The Ebb Tide

Page 13

"That's good enough," says the consul, "and you can count yourself damned lucky, Brown," says he. And he said it pretty meaningful-appearing, too. However, that's all one now. I'll ship Huish before the mast--of course I'll let him berth aft--and I'll ship you mate at seventy-five dollars and two months' advance.'

'Me mate? Why, I'm a landsman!' cried Herrick.

'Guess you've got to learn,' said the captain. 'You don't fancy I'm going to skip and leave you rotting on the beach perhaps? I'm not that sort, old man. And you're handy anyway; I've been shipmates with worse.'

'God knows I can't refuse,' said Herrick. 'God knows I thank you from my heart.'

'That's all right,' said the captain. 'But it ain't all.' He turned aside to light a cigar.

'What else is there?' asked the other, with a pang of undefinable alarm.

'I'm coming to that,' said Davis, and then paused a little. 'See here,' he began, holding out his cigar between his finger and thumb, 'suppose you figure up what this'll amount to. You don't catch on? Well, we get two months' advance; we can't get away from Papeete--our creditors wouldn't let us go--for less; it'll take us along about two months to get to Sydney; and when we get there, I just want to put it to you squarely: What the better are we?'

'We're off the beach at least,' said Herrick.
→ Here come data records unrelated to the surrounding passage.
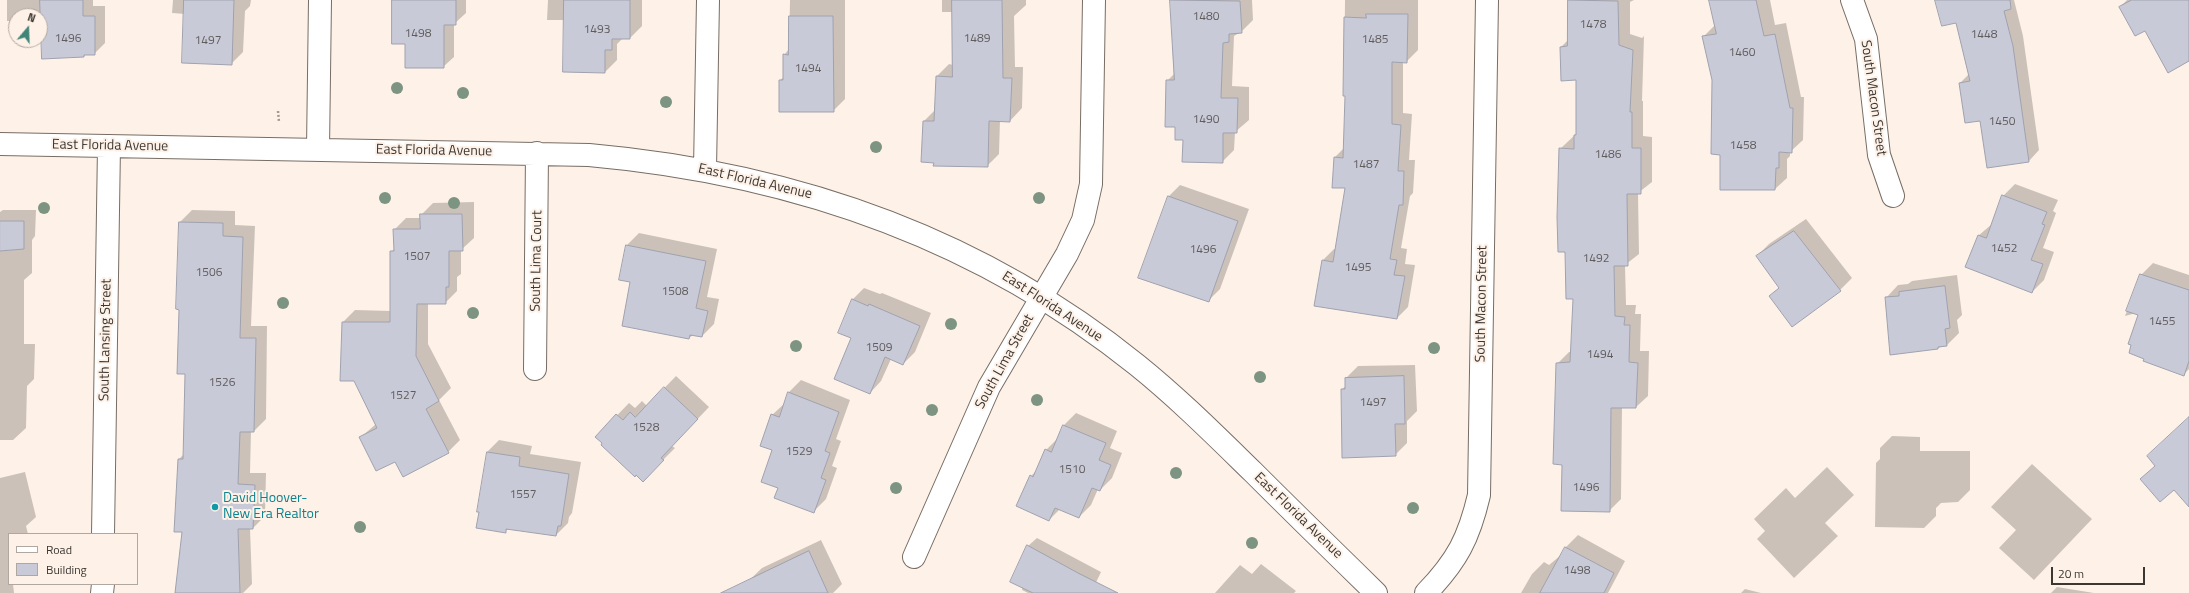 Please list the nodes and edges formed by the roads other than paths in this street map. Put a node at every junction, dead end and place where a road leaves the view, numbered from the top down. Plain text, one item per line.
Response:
1 (320, 0) edge
2 (708, 0) edge
3 (1094, 0) edge
4 (1487, 0) edge
5 (1852, 0) edge
6 (0, 144) edge
7 (109, 146) junction
8 (318, 149) junction
9 (537, 153) junction
10 (705, 169) junction
11 (1892, 196) dead end
12 (1041, 298) junction
13 (535, 369) dead end
14 (103, 533) edge
15 (914, 557) dead end
16 (1376, 593) edge
17 (1426, 593) edge

1 - 8 street
2 - 10 street
3 - 12 street, South Lima Street
4 - 17 street, South Macon Street
5 - 11 street, South Macon Street
6 - 7 street, East Florida Avenue
7 - 8 street, East Florida Avenue
7 - 14 street, South Lansing Street
8 - 9 street, East Florida Avenue
9 - 10 street, East Florida Avenue
9 - 13 street, South Lima Court
10 - 12 street, East Florida Avenue
12 - 15 street, South Lima Street
12 - 16 street, East Florida Avenue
'I guess there's a beach at Sydney,' returned the captain; 'and I'll tell you one thing, Mr Herrick--I don't mean to try. No, SIR! Sydney will never see me.'

'Speak out plain,' said Herrick.

'Plain Dutch,' replied the captain. 'I'm going to own that schooner. It's nothing new; it's done every year in the Pacific. Stephens stole a schooner the other day, didn't he? Hayes and Pease stole vessels all the time. And it's the making of the crowd of us. See here--you think of that cargo. Champagne! why, it's like as if it was put up on purpose. In Peru we'll sell that liquor off at the pier-head, and the schooner after it, if we can find a fool to buy her; and then light out for the mines. If you'll back me up, I stake my life I carry it through.'

'Captain,' said Herrick, with a quailing voice, 'don't do it!'

'I'm desperate,' returned Davis. 'I've got a chance; I may never get another. Herrick, say the word; back me up; I think we've starved together long enough for that.'

'I can't do it. I'm sorry. I can't do it. I've not fallen as low as that,' said Herrick, deadly pale.

'What did you say this morning?' said Davis. 'That you couldn't beg? It's the one thing or the other, my son.'

'Ah, but this is the jail!' cried Herrick. 'Don't tempt me. It's the jail.'

'Did you hear what the skipper said on board that schooner?' pursued the captain. 'Well, I tell you he talked straight. The French have let us alone for a long time; It can't last longer; they've got their eye on us; and as sure as you live, in three weeks you'll be in jail whatever you do. I read it in the consul's face.'

'You forget, captain,' said the young man. 'There is another way. I can die; and to say truth, I think I should have died three years ago.'

The captain folded his arms and looked the other in the face. 'Yes,' said he, 'yes, you can cut your throat; that's a frozen fact; much good may it do you! And where do I come in?'

The light of a strange excitement came in Herrick's face. 'Both of us,' said he, 'both of us together. It's not possible you can enjoy this business. Come,' and he reached out a timid hand, 'a few strokes in the lagoon--and rest!'

'I tell you, Herrick, I'm 'most tempted to answer you the way the man does in the Bible, and say, "Get thee behind me, Satan!"' said the captain. 'What! you think I would go drown myself, and I got children starving? Enjoy it? No, by God, I do not enjoy it! but it's the row I've got to hoe, and I'll hoe it till I drop right here. I have three of them, you see, two boys and the one girl, Adar. The trouble is that you are not a parent yourself. I tell you, Herrick, I love you,' the man broke out; 'I didn't take to you at first, you were so anglified and tony, but I love you now; it's a man that loves you stands here and wrestles with you.